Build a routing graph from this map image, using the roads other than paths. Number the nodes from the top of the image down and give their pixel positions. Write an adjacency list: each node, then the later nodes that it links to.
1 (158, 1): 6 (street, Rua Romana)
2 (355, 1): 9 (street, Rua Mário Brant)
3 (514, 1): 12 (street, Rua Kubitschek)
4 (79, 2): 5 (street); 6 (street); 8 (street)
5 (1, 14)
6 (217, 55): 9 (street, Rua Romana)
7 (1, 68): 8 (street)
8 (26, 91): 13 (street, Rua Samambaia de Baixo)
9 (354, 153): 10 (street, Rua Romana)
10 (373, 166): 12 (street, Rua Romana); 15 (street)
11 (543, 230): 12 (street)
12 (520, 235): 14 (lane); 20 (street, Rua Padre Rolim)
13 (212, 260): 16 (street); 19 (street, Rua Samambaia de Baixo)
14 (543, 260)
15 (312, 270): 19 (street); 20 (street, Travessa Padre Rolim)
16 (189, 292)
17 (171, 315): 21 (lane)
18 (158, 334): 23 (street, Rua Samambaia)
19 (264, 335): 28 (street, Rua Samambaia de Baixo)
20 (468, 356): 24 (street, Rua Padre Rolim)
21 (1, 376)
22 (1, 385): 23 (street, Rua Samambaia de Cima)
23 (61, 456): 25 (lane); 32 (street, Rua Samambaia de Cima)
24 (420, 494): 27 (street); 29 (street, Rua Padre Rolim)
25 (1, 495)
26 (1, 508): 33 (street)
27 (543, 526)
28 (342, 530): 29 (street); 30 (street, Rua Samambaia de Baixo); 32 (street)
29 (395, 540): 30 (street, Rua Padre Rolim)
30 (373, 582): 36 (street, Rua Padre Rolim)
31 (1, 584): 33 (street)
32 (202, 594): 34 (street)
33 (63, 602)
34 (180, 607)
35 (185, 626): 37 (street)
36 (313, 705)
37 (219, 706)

- **Task to complete**
Using the material above, report each line where "Rolim" occurs.

- **Task answer**
12 (520, 235): 14 (lane); 20 (street, Rua Padre Rolim)
15 (312, 270): 19 (street); 20 (street, Travessa Padre Rolim)
20 (468, 356): 24 (street, Rua Padre Rolim)
24 (420, 494): 27 (street); 29 (street, Rua Padre Rolim)
29 (395, 540): 30 (street, Rua Padre Rolim)
30 (373, 582): 36 (street, Rua Padre Rolim)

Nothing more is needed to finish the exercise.